The Department of Justice awarded nearly $638,000 in federal grant money to UC San Diego to investigate the potential of microbial cells as DNA evidence at crimes scenes, it was announced Friday.
The human body is covered in billions of bacterial and fungal cells — collectively, microbial cells — that leave a "microbial fingerprint" on objects that are touched.
Researchers have established that this transfer can associate objects with individual people, and that the microbial signatures are generally stable within a person, raising the potential that microbial fingerprints could provide important physical evidence.
However, several important barriers prevent the use of such evidence, according to UCSD.
The grant, awarded by the Department of Justice's Office of Justice Programs, will help researchers answer crucial questions, such as how long a person's microbial signature remains on an object; whether the type of surface matters; how much contact is required to leave a microbial trace on an object; whether repeated touches by the same person reinforce or obscure the microbial patterns; what happens when multiple people touch the same object and microbial cells are mixed; and how death might alter a person's microbial evidence, since microbes in the skin change after death.

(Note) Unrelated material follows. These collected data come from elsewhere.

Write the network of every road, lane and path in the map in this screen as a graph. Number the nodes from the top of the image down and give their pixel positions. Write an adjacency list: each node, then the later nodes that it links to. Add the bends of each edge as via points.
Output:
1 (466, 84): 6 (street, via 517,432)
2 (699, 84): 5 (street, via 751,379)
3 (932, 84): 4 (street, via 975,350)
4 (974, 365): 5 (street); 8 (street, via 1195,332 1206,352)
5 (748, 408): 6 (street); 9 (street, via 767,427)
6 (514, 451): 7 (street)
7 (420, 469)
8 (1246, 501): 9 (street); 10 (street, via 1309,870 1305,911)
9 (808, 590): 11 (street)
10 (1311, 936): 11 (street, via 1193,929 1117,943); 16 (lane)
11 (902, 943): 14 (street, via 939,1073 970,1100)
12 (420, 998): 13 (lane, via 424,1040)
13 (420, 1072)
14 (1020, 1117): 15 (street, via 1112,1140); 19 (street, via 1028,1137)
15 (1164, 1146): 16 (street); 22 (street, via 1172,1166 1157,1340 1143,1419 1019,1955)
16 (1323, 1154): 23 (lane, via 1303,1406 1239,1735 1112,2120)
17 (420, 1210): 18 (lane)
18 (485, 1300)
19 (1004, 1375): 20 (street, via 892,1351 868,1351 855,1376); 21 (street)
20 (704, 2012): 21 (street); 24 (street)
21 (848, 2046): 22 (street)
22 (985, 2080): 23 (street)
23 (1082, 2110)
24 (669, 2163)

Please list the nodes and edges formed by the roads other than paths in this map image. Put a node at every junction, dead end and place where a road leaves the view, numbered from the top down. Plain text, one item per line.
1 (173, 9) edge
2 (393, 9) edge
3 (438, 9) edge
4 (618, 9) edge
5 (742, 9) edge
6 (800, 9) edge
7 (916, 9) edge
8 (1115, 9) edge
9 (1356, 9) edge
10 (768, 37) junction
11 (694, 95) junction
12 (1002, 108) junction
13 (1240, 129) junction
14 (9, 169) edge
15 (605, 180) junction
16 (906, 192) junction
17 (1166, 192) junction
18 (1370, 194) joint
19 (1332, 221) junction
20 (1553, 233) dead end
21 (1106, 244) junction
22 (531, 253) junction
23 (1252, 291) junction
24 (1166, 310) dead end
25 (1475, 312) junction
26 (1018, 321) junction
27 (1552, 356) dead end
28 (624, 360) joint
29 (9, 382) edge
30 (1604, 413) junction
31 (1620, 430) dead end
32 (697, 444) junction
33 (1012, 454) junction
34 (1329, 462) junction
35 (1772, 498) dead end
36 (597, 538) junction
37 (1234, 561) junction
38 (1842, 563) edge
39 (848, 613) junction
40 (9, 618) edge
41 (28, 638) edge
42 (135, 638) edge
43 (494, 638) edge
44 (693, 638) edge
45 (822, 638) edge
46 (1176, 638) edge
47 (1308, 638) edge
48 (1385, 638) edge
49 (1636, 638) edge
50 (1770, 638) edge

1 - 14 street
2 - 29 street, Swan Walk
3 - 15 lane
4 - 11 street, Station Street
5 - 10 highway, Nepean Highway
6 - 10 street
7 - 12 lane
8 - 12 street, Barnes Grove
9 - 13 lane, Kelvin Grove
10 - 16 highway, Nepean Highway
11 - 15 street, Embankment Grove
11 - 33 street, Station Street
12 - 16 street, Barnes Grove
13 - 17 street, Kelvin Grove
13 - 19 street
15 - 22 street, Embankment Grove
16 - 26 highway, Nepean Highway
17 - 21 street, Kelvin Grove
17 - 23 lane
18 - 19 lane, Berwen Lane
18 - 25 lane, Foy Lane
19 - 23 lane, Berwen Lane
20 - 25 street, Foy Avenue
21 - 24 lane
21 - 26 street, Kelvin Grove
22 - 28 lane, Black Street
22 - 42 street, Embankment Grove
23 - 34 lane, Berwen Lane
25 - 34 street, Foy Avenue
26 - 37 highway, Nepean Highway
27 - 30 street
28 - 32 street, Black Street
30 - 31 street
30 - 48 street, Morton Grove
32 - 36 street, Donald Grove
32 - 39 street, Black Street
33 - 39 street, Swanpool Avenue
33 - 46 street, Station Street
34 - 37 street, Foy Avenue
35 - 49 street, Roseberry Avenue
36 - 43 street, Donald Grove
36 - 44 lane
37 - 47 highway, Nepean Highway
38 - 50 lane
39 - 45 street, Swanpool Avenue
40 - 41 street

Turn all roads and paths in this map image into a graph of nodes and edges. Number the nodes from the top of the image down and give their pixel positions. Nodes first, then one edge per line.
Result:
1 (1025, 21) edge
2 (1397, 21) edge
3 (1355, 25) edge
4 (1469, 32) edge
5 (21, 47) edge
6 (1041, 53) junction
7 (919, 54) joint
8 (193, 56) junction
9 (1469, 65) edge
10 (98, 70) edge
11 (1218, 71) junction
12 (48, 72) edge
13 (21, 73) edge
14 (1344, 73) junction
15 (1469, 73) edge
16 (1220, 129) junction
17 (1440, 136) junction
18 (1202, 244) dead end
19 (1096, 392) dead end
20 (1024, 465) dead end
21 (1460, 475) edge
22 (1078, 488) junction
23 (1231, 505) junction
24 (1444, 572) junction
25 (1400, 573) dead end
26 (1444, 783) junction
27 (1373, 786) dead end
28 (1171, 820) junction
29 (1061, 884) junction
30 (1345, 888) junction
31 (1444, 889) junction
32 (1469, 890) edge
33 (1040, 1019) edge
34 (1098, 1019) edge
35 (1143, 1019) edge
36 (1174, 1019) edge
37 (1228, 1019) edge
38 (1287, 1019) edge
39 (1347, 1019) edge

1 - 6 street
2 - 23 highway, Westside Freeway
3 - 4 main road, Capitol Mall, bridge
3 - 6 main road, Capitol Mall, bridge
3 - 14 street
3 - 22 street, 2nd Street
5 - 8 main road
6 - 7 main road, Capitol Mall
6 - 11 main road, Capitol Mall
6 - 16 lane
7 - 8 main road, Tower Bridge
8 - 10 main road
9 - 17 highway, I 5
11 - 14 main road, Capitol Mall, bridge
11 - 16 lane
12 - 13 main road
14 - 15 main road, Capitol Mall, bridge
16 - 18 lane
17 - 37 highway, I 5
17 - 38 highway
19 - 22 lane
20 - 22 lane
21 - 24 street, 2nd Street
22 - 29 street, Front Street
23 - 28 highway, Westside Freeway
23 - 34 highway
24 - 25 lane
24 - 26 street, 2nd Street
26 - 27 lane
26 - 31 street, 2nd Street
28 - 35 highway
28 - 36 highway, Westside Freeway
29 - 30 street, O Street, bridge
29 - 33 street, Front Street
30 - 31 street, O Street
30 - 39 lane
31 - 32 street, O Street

A two-year, five-phase research project brings together the expertise of scientists at UCSD, University of Colorado, Argonne National Laboratory, Chaminade University of Honolulu and the City and County of Honolulu Department of the Medical Examiner.
The results will be disseminated through academic presentations, workshops, scientific articles and a video aimed at educating both forensic investigators and members of the public about the potential for use of microbial DNA evidence.